#### Problem requirements:
Go line by line through the entries below and count those containing the string "roads"; give only the count.

#### Exercise materials:
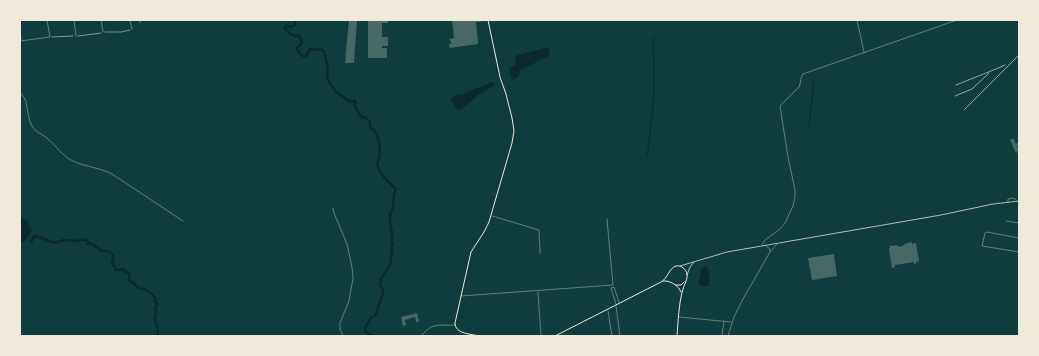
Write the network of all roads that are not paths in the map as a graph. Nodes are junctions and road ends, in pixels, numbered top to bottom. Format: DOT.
graph roads {
  1 [pos="47,20"];
  2 [pos="74,20"];
  3 [pos="101,20"];
  4 [pos="130,20"];
  5 [pos="142,20"];
  6 [pos="488,20"];
  7 [pos="857,20"];
  8 [pos="957,20"];
  9 [pos="139,23"];
  10 [pos="20,30"];
  11 [pos="132,30"];
  12 [pos="103,32"];
  13 [pos="76,36"];
  14 [pos="21,41"];
  15 [pos="864,53"];
  16 [pos="20,92"];
  17 [pos="1018,201"];
  18 [pos="1008,202"];
  19 [pos="333,208"];
  20 [pos="490,216"];
  21 [pos="607,219"];
  22 [pos="183,221"];
  23 [pos="1006,221"];
  24 [pos="1019,223"];
  25 [pos="1019,238"];
  26 [pos="779,243"];
  27 [pos="771,244"];
  28 [pos="762,246"];
  29 [pos="764,246"];
  30 [pos="772,250"];
  31 [pos="770,252"];
  32 [pos="1019,252"];
  33 [pos="540,253"];
  34 [pos="698,260"];
  35 [pos="676,266"];
  36 [pos="668,273"];
  37 [pos="687,276"];
  38 [pos="685,281"];
  39 [pos="661,282"];
  40 [pos="673,284"];
  41 [pos="538,291"];
  42 [pos="682,295"];
  43 [pos="461,296"];
  44 [pos="620,303"];
  45 [pos="616,305"];
  46 [pos="608,309"];
  47 [pos="679,317"];
  48 [pos="724,321"];
  49 [pos="732,322"];
  50 [pos="455,325"];
  51 [pos="343,336"];
  52 [pos="420,336"];
  53 [pos="479,336"];
  54 [pos="541,336"];
  55 [pos="555,336"];
  56 [pos="612,336"];
  57 [pos="620,336"];
  58 [pos="677,336"];
  59 [pos="722,336"];
  60 [pos="728,336"];
  1 -- 14 [label="street"];
  2 -- 13 [label="street"];
  3 -- 12 [label="street"];
  4 -- 11 [label="street"];
  5 -- 9 [label="street"];
  6 -- 20 [label="main road"];
  7 -- 15 [label="street"];
  8 -- 15 [label="street"];
  10 -- 14 [label="street"];
  15 -- 28 [label="street"];
  16 -- 22 [label="street"];
  17 -- 18 [label="street"];
  17 -- 18 [label="street"];
  18 -- 26 [label="street"];
  19 -- 51 [label="street"];
  20 -- 33 [label="street"];
  20 -- 43 [label="main road"];
  21 -- 41 [label="street"];
  23 -- 24 [label="street"];
  25 -- 32 [label="street"];
  26 -- 27 [label="street"];
  26 -- 30 [label="street"];
  27 -- 29 [label="street"];
  27 -- 30 [label="street"];
  28 -- 29 [label="street"];
  28 -- 34 [label="street"];
  29 -- 31 [label="street"];
  30 -- 31 [label="street"];
  31 -- 49 [label="street"];
  34 -- 35 [label="street"];
  34 -- 37 [label="street"];
  35 -- 36 [label="main road"];
  35 -- 37 [label="main road"];
  36 -- 39 [label="main road"];
  36 -- 40 [label="main road"];
  37 -- 38 [label="main road"];
  38 -- 40 [label="main road"];
  38 -- 42 [label="main road"];
  39 -- 40 [label="main road"];
  39 -- 44 [label="main road"];
  40 -- 42 [label="main road"];
  41 -- 43 [label="street"];
  41 -- 54 [label="street"];
  42 -- 47 [label="main road"];
  43 -- 50 [label="main road"];
  44 -- 45 [label="main road"];
  44 -- 45 [label="street"];
  45 -- 46 [label="main road"];
  45 -- 57 [label="street"];
  46 -- 55 [label="main road"];
  46 -- 56 [label="street"];
  47 -- 48 [label="street"];
  47 -- 58 [label="main road"];
  48 -- 49 [label="street"];
  48 -- 59 [label="street"];
  49 -- 60 [label="street"];
  50 -- 52 [label="street"];
  50 -- 53 [label="main road"];
}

#### Solution for this task:
2